Hello everyone!
My name is Mathias. I'm using BaseX for an university project where we are creating a publication database. Right now we have 25 GB xml data spread over 180k documents. Ultimately I want to be able to perform Xquery searches on this data, possibly even full text.
I'd like to know whether you think that BaseX is at all suitable for this amount of data. If yes, how would I add these files to the database optimally? If I use the BaseX GUI to add the folder an OutOfMemoryException is produced shortly after starting the process. Even providing more RAM (~7 GB via -Xmx7000M) only delays this. I haven't looked at the code but it appears as though all file contents are stored in RAM and are only written to hard disk at the end, which would at least explain the huge amounts of memory BaseX consumes.
Since the GUI can't handle the files I wrote an importer myself which consecutively adds single files via the "Add" command. This seems to work without memory excess.
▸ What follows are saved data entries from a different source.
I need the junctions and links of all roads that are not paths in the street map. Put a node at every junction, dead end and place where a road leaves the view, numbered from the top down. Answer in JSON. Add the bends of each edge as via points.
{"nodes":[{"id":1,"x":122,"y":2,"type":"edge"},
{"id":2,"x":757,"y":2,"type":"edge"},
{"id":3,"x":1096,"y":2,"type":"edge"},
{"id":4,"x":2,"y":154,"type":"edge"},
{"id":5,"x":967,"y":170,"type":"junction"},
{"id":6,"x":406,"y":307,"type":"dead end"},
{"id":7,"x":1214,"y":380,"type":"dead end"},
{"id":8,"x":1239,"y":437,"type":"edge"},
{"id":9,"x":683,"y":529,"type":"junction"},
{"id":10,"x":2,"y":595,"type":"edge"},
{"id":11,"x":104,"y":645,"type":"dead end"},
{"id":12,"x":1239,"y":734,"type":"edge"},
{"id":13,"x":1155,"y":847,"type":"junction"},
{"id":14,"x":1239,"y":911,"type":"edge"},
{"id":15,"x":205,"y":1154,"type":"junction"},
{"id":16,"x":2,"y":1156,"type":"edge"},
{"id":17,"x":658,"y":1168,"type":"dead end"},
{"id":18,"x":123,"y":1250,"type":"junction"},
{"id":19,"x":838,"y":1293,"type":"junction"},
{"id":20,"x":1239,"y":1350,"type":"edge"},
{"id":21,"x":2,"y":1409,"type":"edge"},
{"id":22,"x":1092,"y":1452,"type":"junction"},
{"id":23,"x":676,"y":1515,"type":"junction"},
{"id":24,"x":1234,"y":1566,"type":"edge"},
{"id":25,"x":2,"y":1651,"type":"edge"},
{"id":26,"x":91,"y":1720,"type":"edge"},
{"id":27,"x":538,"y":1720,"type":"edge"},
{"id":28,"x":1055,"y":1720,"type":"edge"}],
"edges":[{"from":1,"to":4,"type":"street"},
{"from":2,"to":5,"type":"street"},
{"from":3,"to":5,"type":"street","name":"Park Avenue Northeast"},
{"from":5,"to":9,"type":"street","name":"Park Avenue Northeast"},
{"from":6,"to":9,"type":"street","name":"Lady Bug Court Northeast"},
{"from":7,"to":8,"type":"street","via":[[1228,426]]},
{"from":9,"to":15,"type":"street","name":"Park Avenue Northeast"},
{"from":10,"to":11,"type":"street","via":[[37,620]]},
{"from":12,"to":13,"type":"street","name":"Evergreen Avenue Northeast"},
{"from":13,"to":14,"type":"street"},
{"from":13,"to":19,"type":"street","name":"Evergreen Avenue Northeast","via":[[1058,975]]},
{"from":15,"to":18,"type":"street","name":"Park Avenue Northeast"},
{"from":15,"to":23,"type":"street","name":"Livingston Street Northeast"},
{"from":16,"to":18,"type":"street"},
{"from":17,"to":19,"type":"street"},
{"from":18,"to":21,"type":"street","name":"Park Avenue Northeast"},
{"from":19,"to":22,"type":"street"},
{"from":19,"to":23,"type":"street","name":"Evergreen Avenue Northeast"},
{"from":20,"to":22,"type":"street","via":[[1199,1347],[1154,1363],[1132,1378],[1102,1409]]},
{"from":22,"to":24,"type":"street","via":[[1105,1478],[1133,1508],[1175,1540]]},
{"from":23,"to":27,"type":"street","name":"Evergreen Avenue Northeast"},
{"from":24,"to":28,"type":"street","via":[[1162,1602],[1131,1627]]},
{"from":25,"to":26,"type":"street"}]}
However, it is taking ages to add all 180.000 files this way (several hours, haven't completed it yet). Maybe it's just further delaying the overflow since it's so slow. Also, this might just be my subjective feeling, but adding files seems to get slower as the database grows. Is there some kind of duplicate check going an that could be in the way? If yes, is there a way just to bulk insert all the data I got without checks?
I'd be grateful for any thoughts on this!
Thanks in advance,
Mathias
Hi Mathias,
thanks for your inquiry. In BaseX, adding documents and collections to an existing database will be slower than creating them bulk-wise, so I would generally recommend to use the Database -> New command, or "create db" on command line, and specify the directory to be parsed. This way, you should be able to completely build your database. If I'm wrong, you should try to deactive text and attribute indexing (Database -> New -> Indexes) and build the index structures afterwards via Database -> Properties.
If database creation still fails, please provide us with more details:
– does the problem occur during the initial build step (which should take quasi-constant memory) or during indexing texts, attributes, or full-text? – which version of BaseX are you working with? – does the problem persist with the latest snapshot [1]?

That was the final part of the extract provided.